Bench Memos

NRO’s home for judicial news and analysis.

Comparative Worth Strikes Back


And Naftali Bendavid and Jan Crawford Greenburg argue in today’s Chicago Tribune that women’s issues are emerging as the major issue to attack Roberts. Exhibit A is a joke he made in a memo about whether a government lawyer could receive an award for women who advance professionally. Roberts said that this would be fine, but added, “some might question whether encouraging homemakers to become lawyers contributes to the common good.” You see, this Roberts fellow made a funny about lawyers, not housewives, but those who kneel at the altar of Our Lady of Perpetual Gender Discrimination are too humorless, or else too obtuse to see it that way.

The rest of the evidence the authors cite for Roberts gender insensitivity is largely a rehashing of issues like comparative worth that Ed Whelan has ably crushed on this page. The one claim I had not seen is that Roberts opposed an initiative offered by some states to charge women lower tuition than men—something Roberts called presumptively unconstitutional. (While gender-based scholarships may accomplish the same goal through less-direct means (which, I would add, raises similar concerns), his assessment is correct, particularly given that this opinion was written pre-Grutter.) As Doug Kmiec points out in the article, on all these issues–comparative worth, differential pricing, etc.—there is a simple defense: he was right.
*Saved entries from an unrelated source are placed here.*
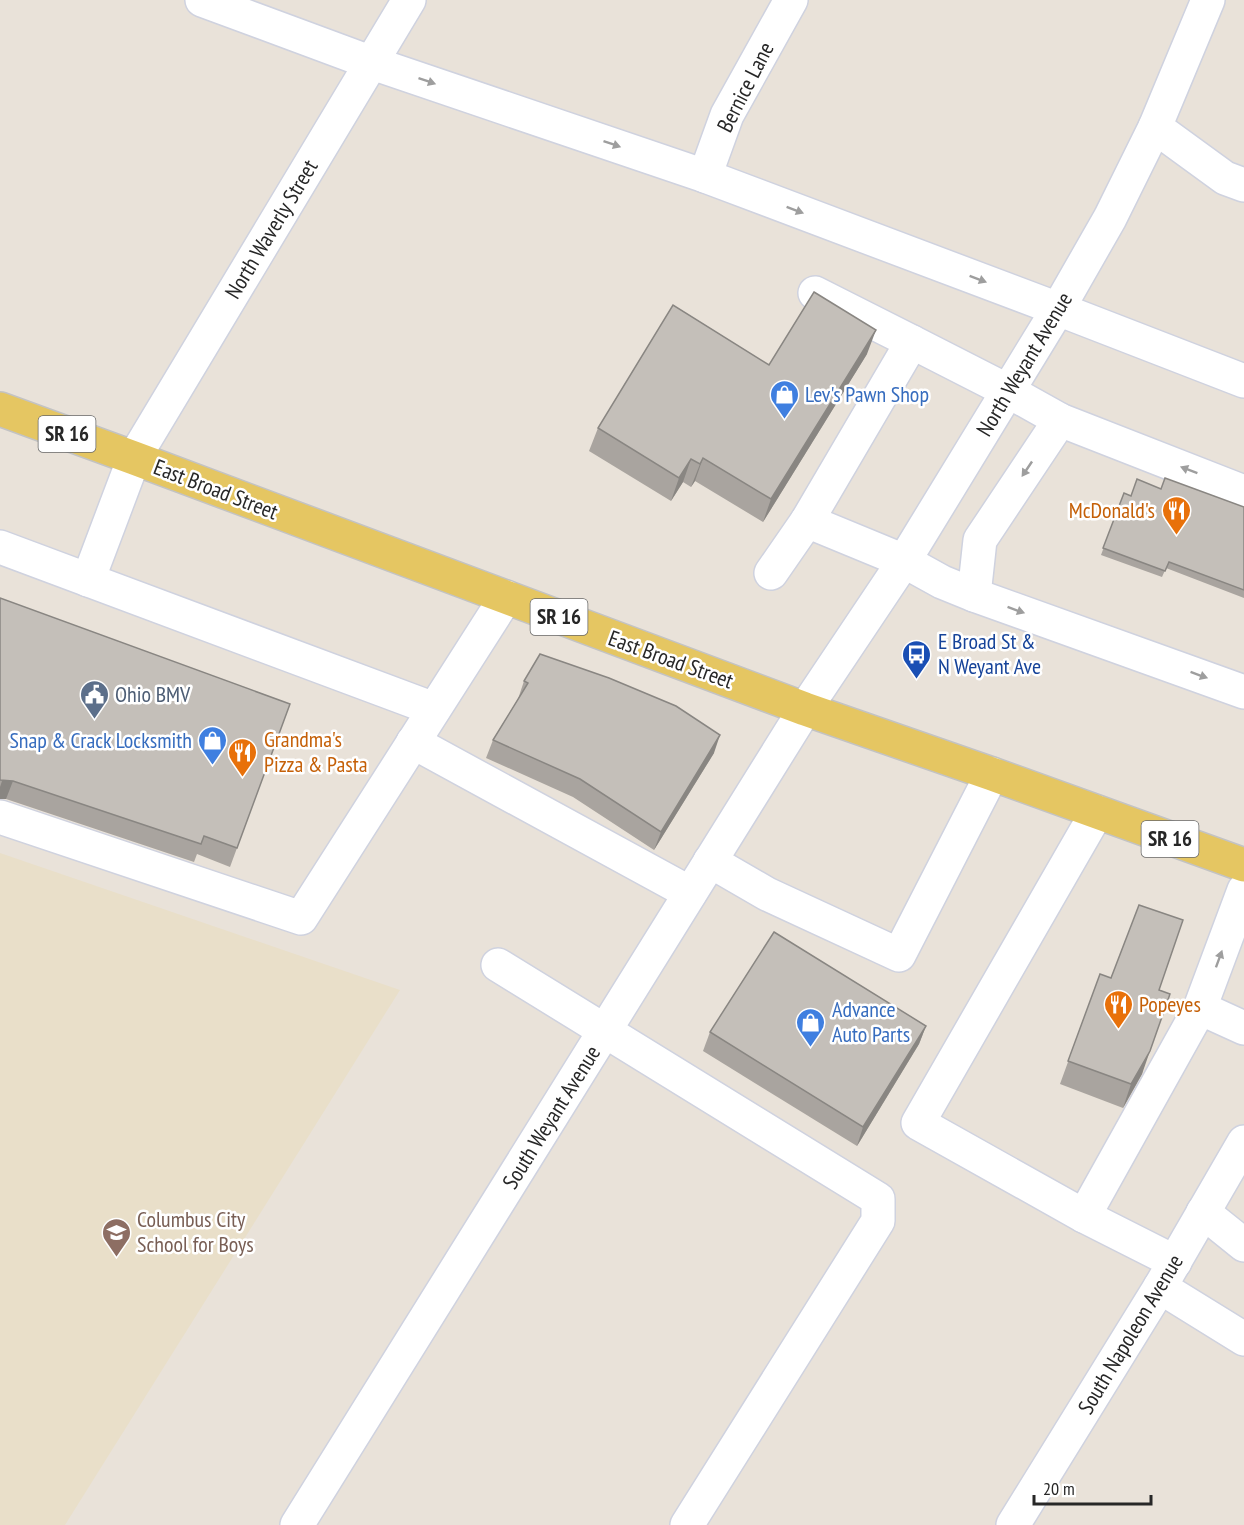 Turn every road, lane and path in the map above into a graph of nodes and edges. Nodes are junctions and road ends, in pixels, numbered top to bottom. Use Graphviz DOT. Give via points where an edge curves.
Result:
graph roads {
  1 [pos="202,0"];
  2 [pos="409,0"];
  3 [pos="791,0"];
  4 [pos="1208,0"];
  5 [pos="372,63"];
  6 [pos="1155,127"];
  7 [pos="705,176"];
  8 [pos="1244,185"];
  9 [pos="815,293"];
  10 [pos="1058,309"];
  11 [pos="912,342"];
  12 [pos="1244,381"];
  13 [pos="1008,392"];
  14 [pos="0,409"];
  15 [pos="1060,420"];
  16 [pos="134,458"];
  17 [pos="1244,492"];
  18 [pos="807,521"];
  19 [pos="0,547"];
  20 [pos="904,561"];
  21 [pos="771,573"];
  22 [pos="88,580"];
  23 [pos="974,595"];
  24 [pos="506,597"];
  25 [pos="1244,692"];
  26 [pos="435,709"];
  27 [pos="804,709"];
  28 [pos="413,742"];
  29 [pos="992,774"];
  30 [pos="1097,813"];
  31 [pos="0,817"];
  32 [pos="710,861"];
  33 [pos="1244,865"];
  34 [pos="1244,890"];
  35 [pos="690,893"];
  36 [pos="498,965"];
  37 [pos="1200,1008"];
  38 [pos="1244,1028"];
  39 [pos="605,1030"];
  40 [pos="1244,1142"];
  41 [pos="1203,1212"];
  42 [pos="1084,1216"];
  43 [pos="1244,1245"];
  44 [pos="1167,1274"];
  45 [pos="1244,1339"];
  46 [pos="297,1525"];
  47 [pos="687,1525"];
  48 [pos="1013,1525"];
  1 -- 5 [label="street"];
  2 -- 5 [label="street, North Waverly Street"];
  3 -- 7 [label="street, Bernice Lane" via="727,115"];
  4 -- 6 [label="street, North Weyant Avenue"];
  5 -- 7 [label="street, one-way"];
  5 -- 16 [label="street, North Waverly Street"];
  6 -- 8 [label="street" via="1225,178"];
  6 -- 10 [label="street, North Weyant Avenue" via="1110,218"];
  7 -- 10 [label="street, one-way"];
  9 -- 11 [label="street"];
  10 -- 12 [label="street"];
  10 -- 13 [label="street, North Weyant Avenue"];
  11 -- 13 [label="street"];
  11 -- 18 [label="street"];
  13 -- 15 [label="street"];
  13 -- 20 [label="street, North Weyant Avenue"];
  14 -- 16 [label="main road, East Broad Street / SR 16"];
  17 -- 15 [label="street, one-way"];
  15 -- 23 [label="street, one-way" via="980,540"];
  16 -- 22 [label="street, North Waverly Street"];
  16 -- 24 [label="main road, East Broad Street / SR 16"];
  18 -- 20 [label="street"];
  18 -- 21 [label="street"];
  19 -- 22 [label="street"];
  20 -- 23 [label="street"];
  20 -- 27 [label="street, North Weyant Avenue"];
  22 -- 26 [label="street"];
  23 -- 25 [label="street, one-way"];
  24 -- 26 [label="street"];
  24 -- 27 [label="main road, East Broad Street / SR 16"];
  26 -- 28 [label="street"];
  27 -- 29 [label="main road, East Broad Street / SR 16"];
  27 -- 32 [label="street, South Weyant Avenue"];
  28 -- 31 [label="street" via="301,918"];
  28 -- 35 [label="street"];
  29 -- 30 [label="main road, East Broad Street / SR 16"];
  29 -- 32 [label="street" via="898,955 767,894"];
  30 -- 33 [label="main road, East Broad Street / SR 16"];
  30 -- 42 [label="street" via="918,1123"];
  32 -- 35 [label="street, South Weyant Avenue"];
  37 -- 34 [label="street, one-way"];
  35 -- 39 [label="street, South Weyant Avenue"];
  36 -- 39 [label="street"];
  37 -- 38 [label="street"];
  37 -- 42 [label="street"];
  39 -- 46 [label="street, South Weyant Avenue"];
  39 -- 47 [label="street" via="878,1199 878,1221"];
  40 -- 41 [label="street, South Napoleon Avenue"];
  41 -- 43 [label="street"];
  41 -- 44 [label="street, South Napoleon Avenue"];
  42 -- 44 [label="street"];
  44 -- 45 [label="street"];
  44 -- 48 [label="street, South Napoleon Avenue"];
} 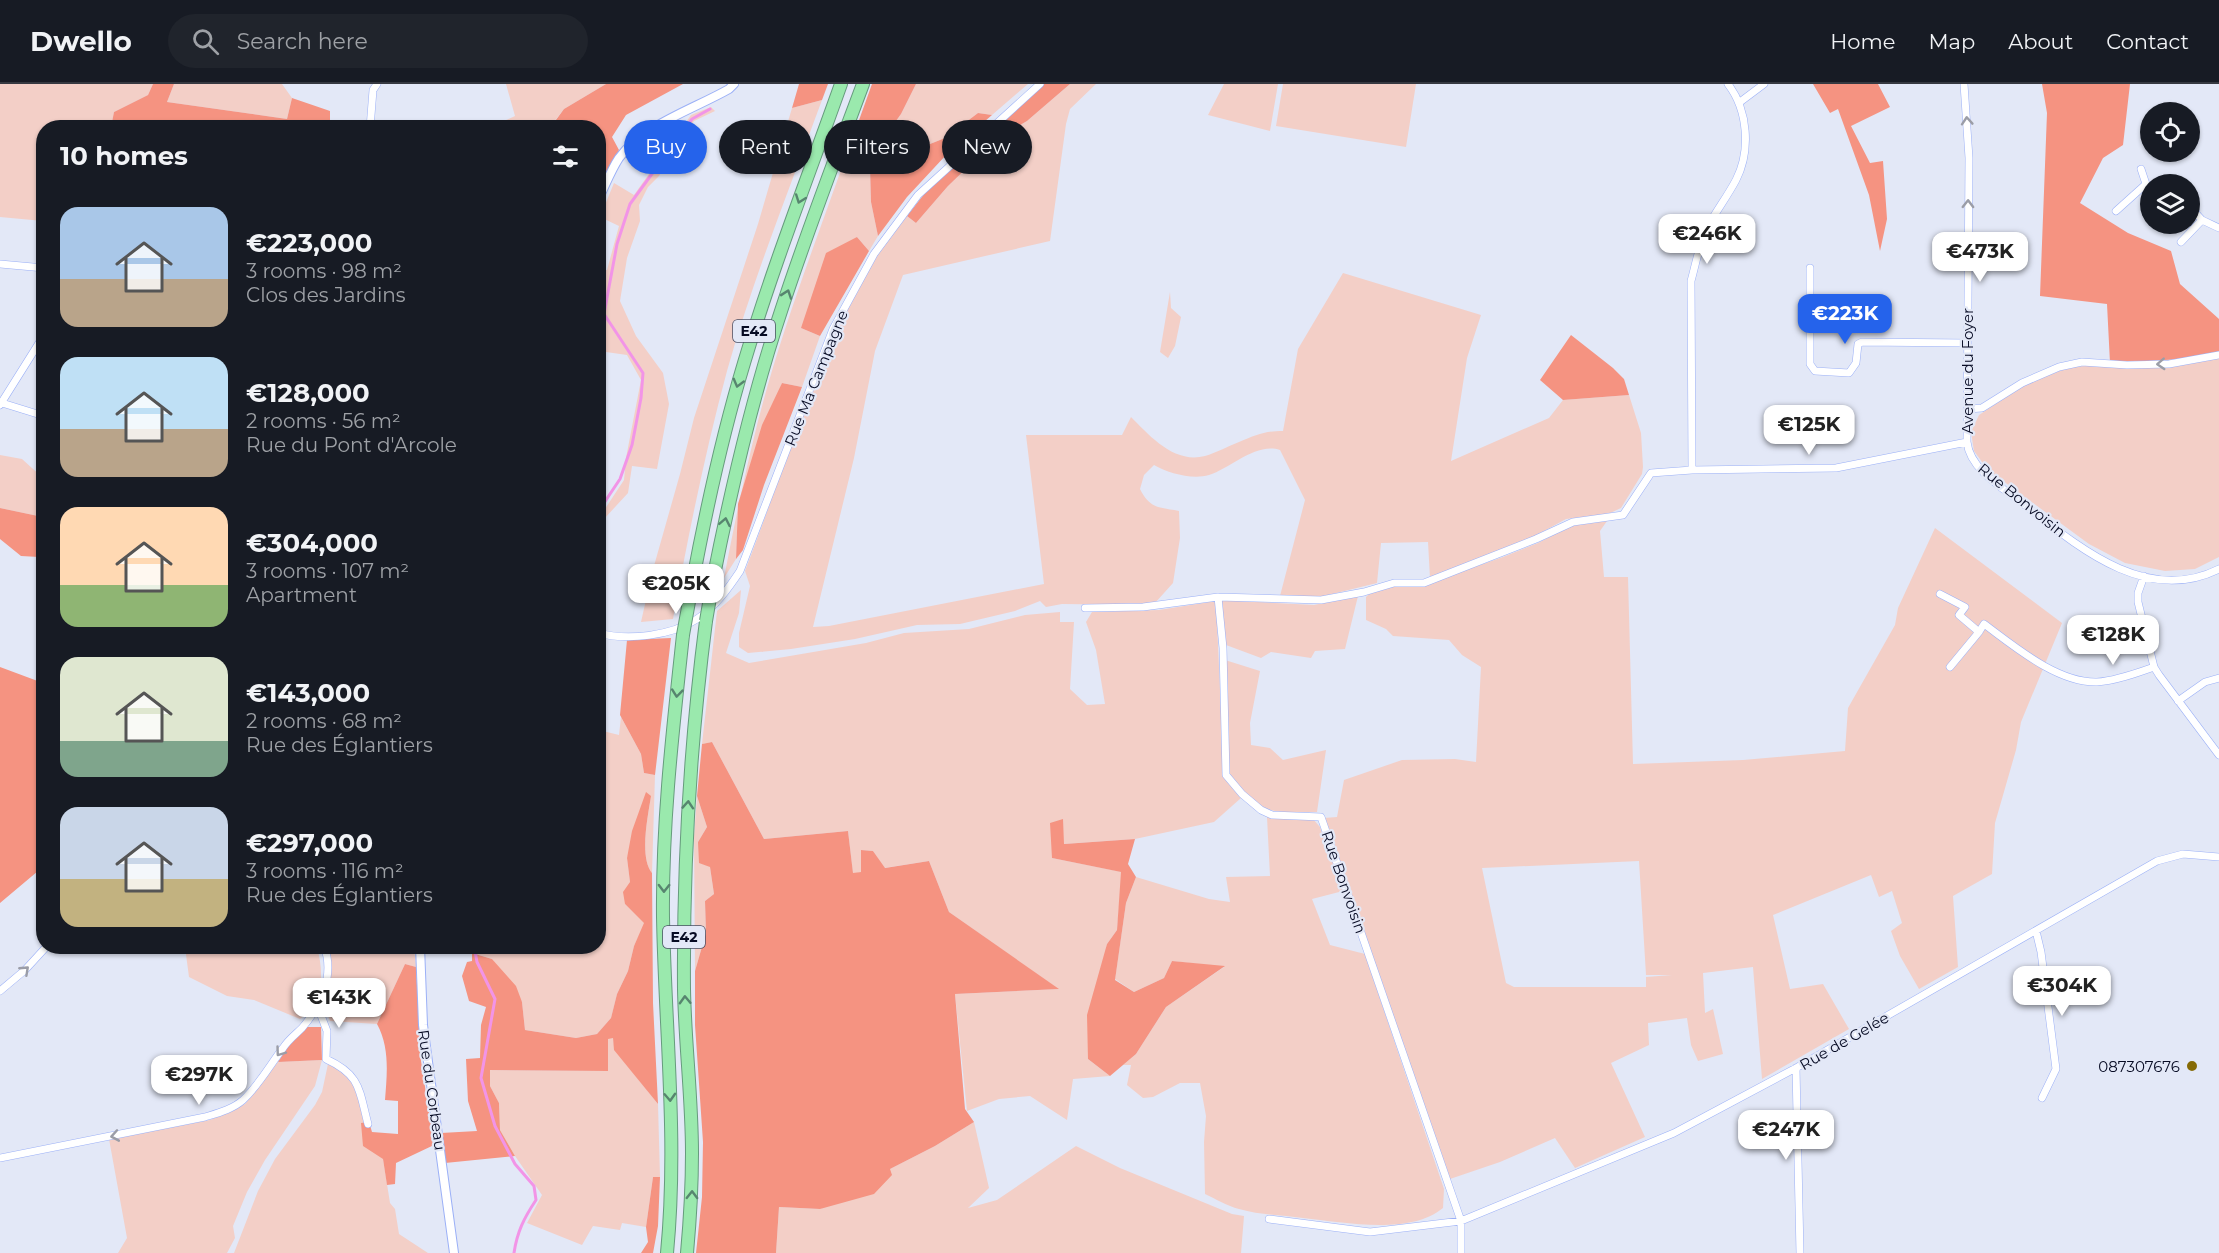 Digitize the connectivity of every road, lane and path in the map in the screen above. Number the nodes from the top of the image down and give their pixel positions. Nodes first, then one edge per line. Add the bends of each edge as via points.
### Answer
1 (377, 84) edge
2 (734, 84) edge
3 (841, 84) edge
4 (863, 84) edge
5 (1040, 84) edge
6 (1728, 84) edge
7 (1764, 84) edge
8 (1964, 84) edge
9 (1740, 102) junction
10 (371, 120) edge
11 (2141, 169) dead end
12 (2144, 174) edge
13 (606, 184) edge
14 (2140, 192) edge
15 (2116, 211) dead end
16 (2202, 220) joint
17 (2219, 228) edge
18 (2181, 242) dead end
19 (0, 264) edge
20 (36, 267) edge
21 (1810, 268) dead end
22 (1966, 343) junction
23 (36, 348) edge
24 (2219, 355) edge
25 (1, 404) edge
26 (1967, 409) junction
27 (36, 414) edge
28 (1967, 442) junction
29 (1692, 470) junction
30 (2219, 569) edge
31 (2144, 576) junction
32 (1940, 594) dead end
33 (1218, 597) junction
34 (1085, 608) dead end
35 (1979, 632) junction
36 (606, 634) edge
37 (1950, 667) dead end
38 (2154, 667) junction
39 (2219, 678) edge
40 (2178, 701) junction
41 (2219, 756) edge
42 (2219, 857) edge
43 (2036, 931) junction
44 (40, 954) edge
45 (326, 954) edge
46 (420, 954) edge
47 (0, 991) edge
48 (317, 1005) junction
49 (1796, 1068) junction
50 (2042, 1098) dead end
51 (368, 1124) dead end
52 (0, 1158) edge
53 (1269, 1219) dead end
54 (1461, 1221) junction
55 (453, 1253) edge
56 (667, 1253) edge
57 (687, 1253) edge
58 (1461, 1253) edge
59 (1800, 1253) edge

1 - 10 street
2 - 13 street via 632,144 618,160
3 -> 56 highway, E42, bridge via 743,366 707,508 683,635 669,765 663,913 673,1152
57 -> 4 highway, E42, bridge via 693,1151 684,995 686,839 706,621 742,446 762,373
5 - 36 street, Rue Ma Campagne via 918,195 874,254 833,329 740,571 720,599 696,620 666,632 633,638
6 - 9 street
7 - 9 street
22 -> 8 street, Avenue du Foyer via 1969,158
9 - 29 street via 1745,128 1742,166 1706,231 1691,281
11 - 12 street
14 - 15 street
16 - 17 street
16 - 18 street
19 - 20 street
21 - 22 street via 1810,364 1815,371 1849,373 1862,342
22 - 26 street, Avenue du Foyer
23 - 25 street
24 -> 26 street via 2169,364 2082,362 2022,383 1982,408
25 - 27 street
26 - 28 street, Avenue du Foyer
28 - 29 street via 1836,468
28 - 31 street, Rue Bonvoisin via 1979,468 2088,553
29 - 33 street via 1651,473 1623,515 1573,522 1424,583 1394,583 1320,600
30 - 31 street, Rue Bonvoisin via 2179,581
31 - 38 street via 2138,602
32 - 35 street via 1965,607 1959,615
33 - 34 street via 1143,607
33 - 54 street, Rue Bonvoisin via 1226,775 1242,794 1272,815 1321,817
35 - 37 street
35 - 38 street via 1984,624 2041,666 2087,681 2097,682
38 - 40 street
39 - 40 street via 2205,682
40 - 41 street
42 - 43 street, Rue de Gelée via 2183,854 2157,861
43 - 49 street, Rue de Gelée
43 - 50 street via 2056,1069
47 -> 44 street
45 - 48 street via 327,978
46 - 55 street, Rue du Corbeau via 423,1025
48 - 51 street via 327,1031 327,1059 354,1076
48 -> 52 street via 255,1088 224,1111
49 - 54 street, Rue de Gelée via 1674,1133
49 - 59 street
53 - 54 street, Rue de Gelée via 1370,1232
54 - 58 street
I agree with Ed and others on this page that we should welcome a fight based on issues like comparative worth. The problem, of course, is that it is always easier to distort and smear than it is to give a reasoned explanation. It only takes the feminist cabal a few words to say “He hates women; he opposes equal pay,” but explaining why that is a fabrication takes at least a good sentence. If the public pays attention long enough to listen to (or, perhaps more accurately, if the media actually covers) the actual debates, then we will do fine in spite of Schumer’s circus-like antics. If, however, public exposure is limited to sound bites on the evening news or in opposition ads, then the debate will be much less fruitful.